(Rough) Translator

03 settembre 2024

Il mio grosso, grasso matrimonio dimensionale

 

Stime dimensionali originarie (grigio) e successive revisioni (nero) in vari taxa fossili, da Gayford et al. (2024)



Le dimensioni gigantesche di molte specie fossili hanno catturato l'immaginazione fin dagli albori della paleontologia. Dinosauri sauropodi lunghi più di quaranta metri e pesanti un centinaio di tonnellate. Rettili volanti con l'apertura alare di un piccolo aereo. Squali lunghi venti metri. L'ennesimo theropode più grosso di tutti gli altri. Il Gigantopithecus grande due volte un gorilla. Cetacei super-obesi. Ittiosauri e pliosauri grandi come balenottere. Molluschi lunghi come autobus. Una costante di questi incredibili record biologici è la frammentarietà del materiale usato per stimare simili colossi.

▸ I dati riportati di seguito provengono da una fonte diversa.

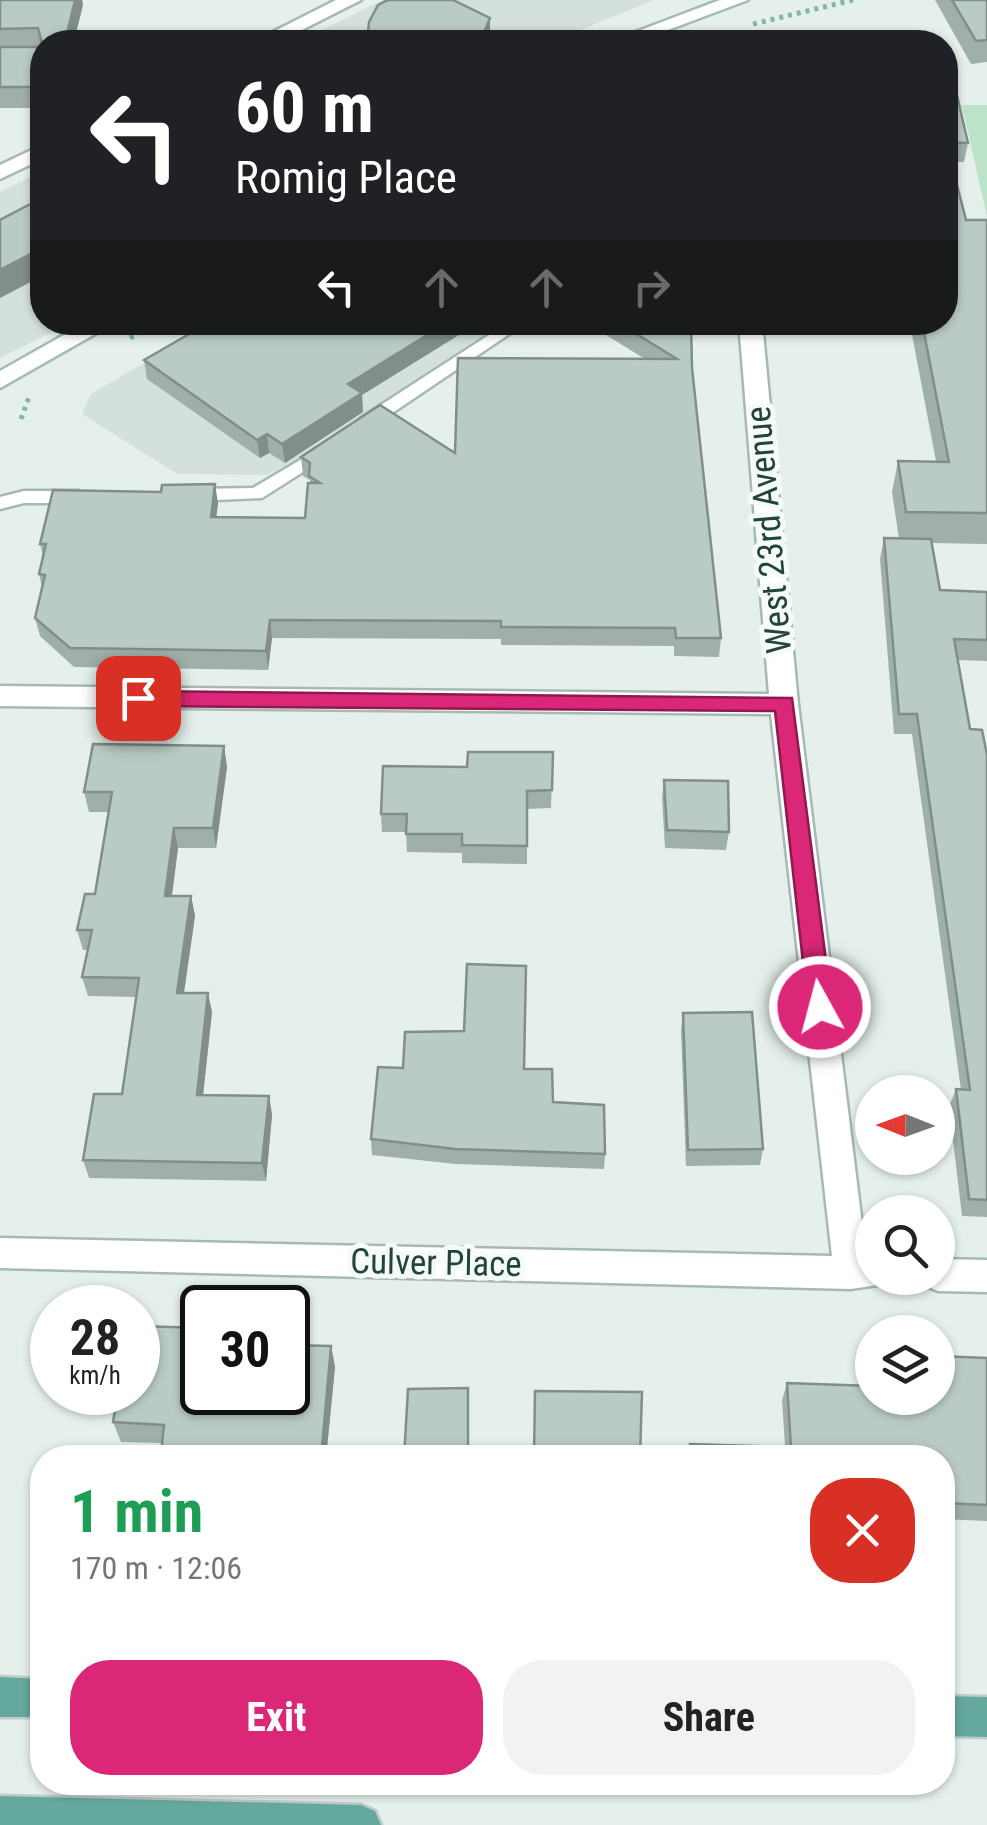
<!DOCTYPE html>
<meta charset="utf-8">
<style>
:root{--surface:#fff;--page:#f2f2f2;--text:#222;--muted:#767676;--accent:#db2777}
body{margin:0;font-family:"Roboto Condensed",sans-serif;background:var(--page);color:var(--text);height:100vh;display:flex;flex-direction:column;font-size:38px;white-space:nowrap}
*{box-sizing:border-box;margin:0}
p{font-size:32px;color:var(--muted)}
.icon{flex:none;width:55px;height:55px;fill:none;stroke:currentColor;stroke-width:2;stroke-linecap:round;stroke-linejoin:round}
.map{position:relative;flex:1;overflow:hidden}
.drawer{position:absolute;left:30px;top:1445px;width:925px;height:350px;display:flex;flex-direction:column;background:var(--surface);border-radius:40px;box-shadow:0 2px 8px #0004}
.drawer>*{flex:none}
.banner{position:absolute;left:30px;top:30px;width:928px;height:305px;border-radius:40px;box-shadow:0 2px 8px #0004;background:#202124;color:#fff;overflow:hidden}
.needle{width:65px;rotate:271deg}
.tools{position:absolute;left:855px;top:1075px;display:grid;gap:20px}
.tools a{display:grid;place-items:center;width:100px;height:100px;border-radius:50%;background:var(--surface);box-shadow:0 2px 8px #0004;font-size:50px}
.speed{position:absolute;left:30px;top:1285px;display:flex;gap:20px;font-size:50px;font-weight:700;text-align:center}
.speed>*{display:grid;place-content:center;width:130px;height:130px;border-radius:50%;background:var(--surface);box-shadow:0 2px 8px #0004;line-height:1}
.speed small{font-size:25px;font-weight:400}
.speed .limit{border:5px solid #111;border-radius:15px;background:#fff;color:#111}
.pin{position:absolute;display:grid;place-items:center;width:85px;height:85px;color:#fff;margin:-42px;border-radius:20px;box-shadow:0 5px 15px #0006}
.me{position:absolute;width:110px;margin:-55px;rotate:353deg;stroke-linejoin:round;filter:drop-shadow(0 0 8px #0008)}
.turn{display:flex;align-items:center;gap:35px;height:210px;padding:0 40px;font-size:45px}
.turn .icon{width:130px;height:130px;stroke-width:2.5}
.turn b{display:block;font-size:70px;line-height:85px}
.lanes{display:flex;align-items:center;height:95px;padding:0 40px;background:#0003;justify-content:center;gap:50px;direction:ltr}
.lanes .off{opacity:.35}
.round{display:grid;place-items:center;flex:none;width:105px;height:105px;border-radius:40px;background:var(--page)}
.head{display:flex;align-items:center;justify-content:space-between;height:170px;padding:0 40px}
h1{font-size:60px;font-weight:700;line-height:75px;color:#1e9e55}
.cta{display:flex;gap:20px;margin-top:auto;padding:20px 40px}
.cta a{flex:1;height:115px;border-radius:40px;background:var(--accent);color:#fff;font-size:40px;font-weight:700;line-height:115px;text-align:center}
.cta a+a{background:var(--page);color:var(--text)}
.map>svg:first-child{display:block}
.built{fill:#d3e0db}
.green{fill:#bce2ca}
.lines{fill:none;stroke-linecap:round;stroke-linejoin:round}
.lane-casing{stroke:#a7b9b4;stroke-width:5}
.street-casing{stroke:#a7b9b4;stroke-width:5}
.secondary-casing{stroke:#a2bcb6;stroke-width:5}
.primary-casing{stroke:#c1cbc9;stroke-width:5}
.path{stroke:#82b6ab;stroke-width:5;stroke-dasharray:4 5;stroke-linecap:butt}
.lane{fill:#fff;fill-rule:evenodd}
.street{fill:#fff;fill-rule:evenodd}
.secondary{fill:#fff;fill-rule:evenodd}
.primary{fill:#65a99e;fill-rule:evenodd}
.wall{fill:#a0afa9}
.shaded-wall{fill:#828e8a}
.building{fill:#bacbc5;stroke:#828e8a;stroke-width:2.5}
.route{fill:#db2777;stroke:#8e194d;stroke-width:2.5}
.labels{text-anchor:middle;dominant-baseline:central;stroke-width:10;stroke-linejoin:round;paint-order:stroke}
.street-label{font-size:35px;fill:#22443e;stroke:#f6fbf9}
</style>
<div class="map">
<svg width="987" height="1825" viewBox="0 0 987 1825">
<rect width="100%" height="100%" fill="#e5f0ec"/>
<g class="built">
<path d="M383,0H654L551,42H298Z"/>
<path d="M42,171V322L70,323L0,358V192Z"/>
<path d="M212,323H525L382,413L267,475L177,474L82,414L91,394Z"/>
</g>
<path class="green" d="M962,105H987V217Z"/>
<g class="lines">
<defs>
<g id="lane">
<path d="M509,322H527L373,426H361V418Z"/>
<path d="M322,447L330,452L328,456L262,498L193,501L185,495L193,489L253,488Z"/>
<path d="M24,491H79L87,497L79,503H24L0,509V497Z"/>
</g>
<g id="street">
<path d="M336,0H361L278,42H253Z"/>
<path d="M42,145V159L0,179V165Z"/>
<path d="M739,322H762L798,704L866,1257L872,1258V1278H887L884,1284L851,1289L0,1268V1238L832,1256L771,714L0,706V686L769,694Z"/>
<path d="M938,1259L987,1260V1292L938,1291L926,1286L922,1278H938Z"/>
</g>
<g id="secondary">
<path d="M720,0H748L636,42H609Z"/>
<path d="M87,322H116L0,388V371Z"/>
</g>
<g id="primary">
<path d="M0,1677L42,1679V1717H0Z"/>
<path d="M942,1696L987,1697V1737L942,1736Z"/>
<path d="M0,1796L361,1805L375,1811L381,1825H0Z"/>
</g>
</defs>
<use href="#lane" class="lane-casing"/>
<use href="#street" class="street-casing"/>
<use href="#secondary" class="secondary-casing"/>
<use href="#primary" class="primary-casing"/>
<g class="path">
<path d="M753,24L853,0"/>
<path d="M570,42L591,33"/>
<path d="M130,338L158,322"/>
<path d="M21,419L29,397"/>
</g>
<use href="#lane" class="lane"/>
<use href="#street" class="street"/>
<use href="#secondary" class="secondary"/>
<use href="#primary" class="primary"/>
</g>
<g class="wall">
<path d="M0,0H82L83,5L42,42V108H0Z"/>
<path d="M935,0H987V62L971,64Z"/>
<path d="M945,78L968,143L964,162H951L966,220H987V544L932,543L940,590L987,592V661L958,660L970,729L987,755V1217L962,1216L949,1107L956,1089L961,1090L912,734H894L880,559L884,538L899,539L892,492L898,461H936L910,324L839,322H945Z"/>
<path d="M585,322H691L692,368L721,638L719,657L674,656V646L501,645V639L272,638L268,670L74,667L40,636L35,618L42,587L39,574L43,556L40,544L218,503L216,517L305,518L310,483V480L303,476L301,457L455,453L645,359Z"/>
<path d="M144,360L362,395L363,412L285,463L269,453L260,458L147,379Z"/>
<path d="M224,746L227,767L216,848H178L172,896H191L195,916L184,993L212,1012L203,1095L269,1096L272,1115L266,1181L89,1178L83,1160L122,1094L136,997L88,996L82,977L88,950H83L77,930L95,894L109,812H89L84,792Z"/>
<path d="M553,752L551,808L527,809V864L462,863V853L407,852L406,832H382L381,814L467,767Z"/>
<path d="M664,780L729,832L726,850L665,848L662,798Z"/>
<path d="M683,1013L763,1149L760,1165L686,1166L681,1030Z"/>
<path d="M524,1069L553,1102L605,1154L604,1169L456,1164L372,1155L371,1139Z"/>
<path d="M331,1346L335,1367L326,1458H162L161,1453L162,1443L121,1442L113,1422Z"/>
<path d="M987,1358V1521L942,1519V1458H688L690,1444L785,1446L782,1400L787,1383L938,1398Z"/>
</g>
<g class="shaded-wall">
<path d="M75,0H82L83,5L74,42H65Z"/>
<path d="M490,18V30L485,42H480Z"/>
<path d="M42,248V276L0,298V270Z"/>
<path d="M448,322H480L362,395L363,412L285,463L282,444L348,384Z"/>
<path d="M267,434L269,453L260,458L257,440Z"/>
<path d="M215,484L218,503L214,536L211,517Z"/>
<path d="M270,620L272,638L268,670L266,651Z"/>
<path d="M224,746L227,767L216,848L213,828Z"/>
<path d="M174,828L178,848L169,916L165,896Z"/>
<path d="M191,896L195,916L181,1012L177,993Z"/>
<path d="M208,993L212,1012L201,1114L197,1095Z"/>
<path d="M269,1096L272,1115L266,1181L262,1163Z"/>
<path d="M331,1346L335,1367L326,1458H321Z"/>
</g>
<g class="building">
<path d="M0,0H75L65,42H42V87H0V47H38L42,43L38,28L0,29Z"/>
<path d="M388,0H453L490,18L480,42H367L369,22L378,5Z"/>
<path d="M952,0H987V40L976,41Z"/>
<path d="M945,78H953L968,143L945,142Z"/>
<path d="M945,152L949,154L966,220H987V513L906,512L898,461L949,462L922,322H945Z"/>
<path d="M42,198V248L0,270V220Z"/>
<path d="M210,322H448L348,384L362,393L282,444L267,434L257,440L144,360Z"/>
<path d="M617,322H691L692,368L721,638H676L675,628L501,627V621L270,620L266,651L70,648L35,618L45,575L39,574L46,544H40L53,490L161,492L162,485L215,484L211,517L305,518L308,483H320L309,476L310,463L301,457L380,405L455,453L458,358L677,359Z"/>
<path d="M884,538L931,539L940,590L987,592V640L954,639L970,729L982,730L987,755V1200L969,1199L956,1089L970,1090L917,714H899Z"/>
<path d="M93,744L224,746L213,828H174L165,896H191L177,993H208L197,1095L269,1096L262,1163L83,1160L94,1094H122L139,978L82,977L92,930H77L85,894H95L112,792H84Z"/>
<path d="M468,752H553L552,790L527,791V846L462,845V834H406L407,814H381L383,766L467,767Z"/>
<path d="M664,780L728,781L729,832L667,830Z"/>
<path d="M467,964L526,966L524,1069H552L553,1102L604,1105L605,1154L455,1149L371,1139L378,1067L403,1068L405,1032L464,1031Z"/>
<path d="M752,1012L763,1149L688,1150L683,1013Z"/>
<path d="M138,1326L202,1328V1392H288V1345L331,1346L321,1458L161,1453L164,1425L113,1422L118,1392H138Z"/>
<path d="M938,1356L987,1358V1505L942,1503V1458H691L690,1444L791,1447L787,1383L872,1386V1398H938Z"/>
<path d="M468,1388V1458H404L408,1389Z"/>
<path d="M535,1391L642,1392L640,1458H534Z"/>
</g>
<path class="route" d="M138,691L792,698L832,1007L828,1014H812L808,1007L775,711L138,706L128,698Z"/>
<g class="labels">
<g class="street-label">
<text transform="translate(769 530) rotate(-95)">West 23rd Avenue</text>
<text transform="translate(436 1263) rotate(1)">Culver Place</text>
</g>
</g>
</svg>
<div class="tools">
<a><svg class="needle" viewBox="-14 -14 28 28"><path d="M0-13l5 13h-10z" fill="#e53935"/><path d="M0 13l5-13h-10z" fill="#767676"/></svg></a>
<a><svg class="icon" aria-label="search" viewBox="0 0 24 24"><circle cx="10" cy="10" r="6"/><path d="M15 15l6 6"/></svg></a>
<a><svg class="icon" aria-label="layers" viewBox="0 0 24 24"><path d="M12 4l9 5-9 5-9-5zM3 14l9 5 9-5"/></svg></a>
</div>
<div class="speed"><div>28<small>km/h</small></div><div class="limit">30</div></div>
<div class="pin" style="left:138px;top:698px;background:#d93025"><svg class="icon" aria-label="arrive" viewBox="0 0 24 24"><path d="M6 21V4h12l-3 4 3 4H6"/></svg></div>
<svg class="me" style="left:820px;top:1007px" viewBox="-20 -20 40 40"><circle r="17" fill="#db2777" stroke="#fff" stroke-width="3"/><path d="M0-11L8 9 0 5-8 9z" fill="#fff"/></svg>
<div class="banner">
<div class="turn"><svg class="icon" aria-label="left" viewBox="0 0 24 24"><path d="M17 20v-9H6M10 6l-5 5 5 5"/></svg><div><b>60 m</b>Romig Place</div></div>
<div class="lanes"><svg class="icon" aria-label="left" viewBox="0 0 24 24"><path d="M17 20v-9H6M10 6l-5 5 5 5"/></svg><svg class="icon off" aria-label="ahead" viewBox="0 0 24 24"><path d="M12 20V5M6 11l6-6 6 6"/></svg><svg class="icon off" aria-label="ahead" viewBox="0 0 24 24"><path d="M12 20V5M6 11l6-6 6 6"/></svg><svg class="icon off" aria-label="right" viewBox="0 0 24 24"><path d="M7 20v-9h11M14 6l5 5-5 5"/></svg></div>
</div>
<section class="drawer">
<div class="head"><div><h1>1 min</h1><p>170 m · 12:06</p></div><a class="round" style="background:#d93025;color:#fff"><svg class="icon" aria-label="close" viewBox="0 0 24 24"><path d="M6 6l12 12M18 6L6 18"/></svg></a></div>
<div class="cta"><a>Exit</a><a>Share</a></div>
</section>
</div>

Meno ossa a disposizione, più enorme risulta la bestia in questione. Più è frammentario, più esorbitante tende ad essere la stima. I super-sauropodi sono tutti basati su singole ossa, alcune delle quali per giunta ormai perdute (e della cui effettiva esistenza e dimensione non abbiamo nemmeno la certezza!). I super-squali sono noti principalmente da denti. Non esiste uno scheletro completo di pterosauro gigante. Le dimensioni di Spinosaurus fondate solo sul suo muso vanno prese con estrema cautela. Tutti i più grandi rappresentanti di qualsivoglia clade sono basati su pochissime ossa. 

Spesso, è proprio la frammentarietà del campione a produrre il valore esorbitante. A volte, la stima in eccesso è frutto di un errore nelle dimensioni dell'esemplare "normale" usato per la stima, altre volte è l'effetto della formula non-lineare usata per la stima, che tende ad "ingigantire" le dimensioni mano a mano che si stima la taglia di un oggetto posto troppo oltre i margini dentro cui tale formula fu elaborata.

Io stesso sono caduto nella trappola di estrapolare una dimensione partendo da un campione di dati ridotto: la stima originaria che proponemmo nel 2016 per Machimosaurus rex (9 metri e mezzo) fu un errore dato dall'aver usato una lunghezza pubblicata per Machimosaurus mosae (6 metri) risultata in seguito essere un errore di battutura delle dimensioni reali dell'esemplare (5 metri). Da allora, ho imparato a non fidarmi delle stime dimensionali di un esemplare frammentario stimato con un metodo privo di consistenza statistica.

A questi elementi matematici, accademici e metodologici, Gayford et al. (2024) aggiungono anche un ulteriore fattore, un fattore umano: la pressione per pubblicare, per pubblicare su riviste impattanti, per pubblicare qualcosa che faccia notizia, qualcosa che faccia notizia nei canali che contano, qualcosa che possa essere speso per ottenere visibilità e finanziamenti, sono tutti elementi in grado di indurre più o meno consciamente un autore a proporre stime dimensionali eccezionali. Persino la pressione o le reazioni (anche solo immaginate) dei "paleo-fan" online del tale animale estinto possono in qualche modo spingere a stime "accattivanti" ed "emozionanti". I paleontologi sono esseri umani, e fattori umani, troppo umani, come la fama, il successo (anche solo mediatico) ma soprattutto i soldi (intesi brutalmente come "lo stipendio per tirare a campare", senza scomodare i milioni di dollari che comunque girano in certe pieghe della paleontologia) possono influenzare la decisione di avallare o meno una stima dimensionale che faccia parlare di sé, che buchi lo schermo, che ti faccia avere quel quarto d'ora di celebrità dedicato alle notizie curiose.

Dobbiamo tutti impegnarci per cercare di essere il più rigoroso possibile, in particolare quando elaboriamo stime eccezionali a partire da resti non eccezionali. Il vecchio ma attualissimo detto: "affermazioni straordinarie richiedono evidenze straordinarie" resti sempre il nostro faro nella navigazione attraverso il fantasmagorico mondo delle dimensioni preistoriche.